Security Threats Demand Continued Vigilance
Technology remains top of mind for healthcare’s C-suite. One universal technology concern was explored in “HIT Security, Ransomware, and Enterprise Risk Management” by Mitchell Parker, CISO at Indiana University Health. His wide-ranging presentation on effective cybersecurity spotlighted several strategies:
- Avoid custom software. Maintenance is difficult, the “risk of infection goes up significantly,” and “a high degree of customization means that fixes for security often have issues.”
- Move away from legacy systems.
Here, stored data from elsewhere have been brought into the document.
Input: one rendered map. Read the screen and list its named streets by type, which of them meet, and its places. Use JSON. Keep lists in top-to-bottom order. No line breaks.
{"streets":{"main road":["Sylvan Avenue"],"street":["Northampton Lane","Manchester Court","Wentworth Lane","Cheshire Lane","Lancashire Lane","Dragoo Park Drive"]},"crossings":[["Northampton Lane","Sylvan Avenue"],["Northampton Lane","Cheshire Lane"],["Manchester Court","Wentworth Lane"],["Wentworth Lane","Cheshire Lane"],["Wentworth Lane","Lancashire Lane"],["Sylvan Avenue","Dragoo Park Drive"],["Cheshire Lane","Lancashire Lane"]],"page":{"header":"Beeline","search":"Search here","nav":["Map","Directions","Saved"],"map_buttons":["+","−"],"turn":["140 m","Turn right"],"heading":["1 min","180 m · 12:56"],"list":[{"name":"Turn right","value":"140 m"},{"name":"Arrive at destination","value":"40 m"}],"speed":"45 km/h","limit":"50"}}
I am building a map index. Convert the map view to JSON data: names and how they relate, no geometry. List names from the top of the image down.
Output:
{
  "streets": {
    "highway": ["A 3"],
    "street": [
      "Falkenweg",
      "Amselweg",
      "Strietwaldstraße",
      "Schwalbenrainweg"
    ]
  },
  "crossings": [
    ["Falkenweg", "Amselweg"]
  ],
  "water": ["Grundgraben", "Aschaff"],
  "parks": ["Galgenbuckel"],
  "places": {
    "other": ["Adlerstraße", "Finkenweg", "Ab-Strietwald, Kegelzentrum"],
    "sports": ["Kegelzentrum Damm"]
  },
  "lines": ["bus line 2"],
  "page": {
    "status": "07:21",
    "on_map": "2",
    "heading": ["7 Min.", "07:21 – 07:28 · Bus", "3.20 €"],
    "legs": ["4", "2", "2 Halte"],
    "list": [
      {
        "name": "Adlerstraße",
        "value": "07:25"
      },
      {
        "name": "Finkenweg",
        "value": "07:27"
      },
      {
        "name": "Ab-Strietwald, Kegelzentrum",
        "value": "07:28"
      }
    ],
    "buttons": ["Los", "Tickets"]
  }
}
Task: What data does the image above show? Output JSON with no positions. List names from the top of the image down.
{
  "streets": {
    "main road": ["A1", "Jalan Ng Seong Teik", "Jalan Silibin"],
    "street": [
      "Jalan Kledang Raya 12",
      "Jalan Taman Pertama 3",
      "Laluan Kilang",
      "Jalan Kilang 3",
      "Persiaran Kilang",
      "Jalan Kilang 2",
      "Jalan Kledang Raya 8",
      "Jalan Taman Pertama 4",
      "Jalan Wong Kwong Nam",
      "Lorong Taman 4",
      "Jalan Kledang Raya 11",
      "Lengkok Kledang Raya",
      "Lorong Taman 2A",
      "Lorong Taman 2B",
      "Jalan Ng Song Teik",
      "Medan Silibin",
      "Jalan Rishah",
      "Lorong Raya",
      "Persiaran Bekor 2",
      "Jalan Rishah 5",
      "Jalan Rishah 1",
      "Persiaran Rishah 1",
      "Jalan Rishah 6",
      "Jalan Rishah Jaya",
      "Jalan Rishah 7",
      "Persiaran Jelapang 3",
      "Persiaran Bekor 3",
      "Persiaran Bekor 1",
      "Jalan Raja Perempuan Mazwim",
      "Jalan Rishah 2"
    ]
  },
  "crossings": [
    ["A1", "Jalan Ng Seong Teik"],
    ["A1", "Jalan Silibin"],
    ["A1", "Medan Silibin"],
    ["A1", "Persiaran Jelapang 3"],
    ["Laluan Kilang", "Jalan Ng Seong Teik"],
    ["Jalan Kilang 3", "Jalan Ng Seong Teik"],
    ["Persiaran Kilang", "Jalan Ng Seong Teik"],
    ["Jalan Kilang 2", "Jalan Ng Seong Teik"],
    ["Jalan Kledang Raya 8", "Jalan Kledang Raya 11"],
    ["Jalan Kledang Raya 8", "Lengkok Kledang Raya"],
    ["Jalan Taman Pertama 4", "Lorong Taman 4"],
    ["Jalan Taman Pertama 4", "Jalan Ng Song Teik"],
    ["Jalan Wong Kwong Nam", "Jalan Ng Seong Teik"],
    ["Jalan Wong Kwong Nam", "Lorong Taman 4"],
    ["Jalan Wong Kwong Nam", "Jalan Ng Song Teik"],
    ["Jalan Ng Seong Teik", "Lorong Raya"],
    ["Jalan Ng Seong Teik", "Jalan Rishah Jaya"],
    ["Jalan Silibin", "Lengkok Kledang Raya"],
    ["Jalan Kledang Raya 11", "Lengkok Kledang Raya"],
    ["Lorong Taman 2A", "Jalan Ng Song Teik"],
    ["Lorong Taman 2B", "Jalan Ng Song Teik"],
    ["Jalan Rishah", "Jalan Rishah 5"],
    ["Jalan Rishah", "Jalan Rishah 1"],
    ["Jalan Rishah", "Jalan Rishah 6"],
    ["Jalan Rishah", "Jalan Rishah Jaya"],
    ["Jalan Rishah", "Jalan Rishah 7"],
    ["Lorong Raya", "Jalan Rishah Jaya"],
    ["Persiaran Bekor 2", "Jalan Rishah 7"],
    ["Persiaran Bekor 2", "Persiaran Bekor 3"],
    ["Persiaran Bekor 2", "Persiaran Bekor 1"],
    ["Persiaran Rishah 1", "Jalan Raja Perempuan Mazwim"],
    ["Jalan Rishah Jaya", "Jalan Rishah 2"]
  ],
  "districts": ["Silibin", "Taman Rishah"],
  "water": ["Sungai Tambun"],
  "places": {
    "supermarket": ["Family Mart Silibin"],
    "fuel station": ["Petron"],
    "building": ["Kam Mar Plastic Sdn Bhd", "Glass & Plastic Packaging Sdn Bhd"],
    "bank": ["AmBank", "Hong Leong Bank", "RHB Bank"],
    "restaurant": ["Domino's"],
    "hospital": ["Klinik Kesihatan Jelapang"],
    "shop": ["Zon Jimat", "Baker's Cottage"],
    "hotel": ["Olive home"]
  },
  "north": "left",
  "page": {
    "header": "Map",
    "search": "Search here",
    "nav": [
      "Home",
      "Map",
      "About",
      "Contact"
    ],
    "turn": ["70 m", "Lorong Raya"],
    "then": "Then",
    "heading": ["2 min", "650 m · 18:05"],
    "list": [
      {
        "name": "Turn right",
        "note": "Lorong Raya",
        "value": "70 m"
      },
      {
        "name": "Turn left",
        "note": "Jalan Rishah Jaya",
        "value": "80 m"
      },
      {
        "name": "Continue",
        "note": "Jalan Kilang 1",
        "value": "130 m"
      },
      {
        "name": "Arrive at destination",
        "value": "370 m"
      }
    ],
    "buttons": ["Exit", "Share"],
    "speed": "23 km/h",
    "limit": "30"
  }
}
They are highly vulnerable to attack, and “recovering from one will be expensive if not impossible.”
- Create a formal risk scoring system. Assess enterprise risk using consistent metrics and ensure that everyone monitors the status.
- Dedicate a team to execute threat assessment and set standards for the organization.
Conference attendees learned about real progress and continuing challenges in vital strategic areas such as delivering value-based care, improving organizational performance, pursuing transformational financial strategies and attending to cybersecurity threats. Takeaways were numerous, ready to implement, and valuable.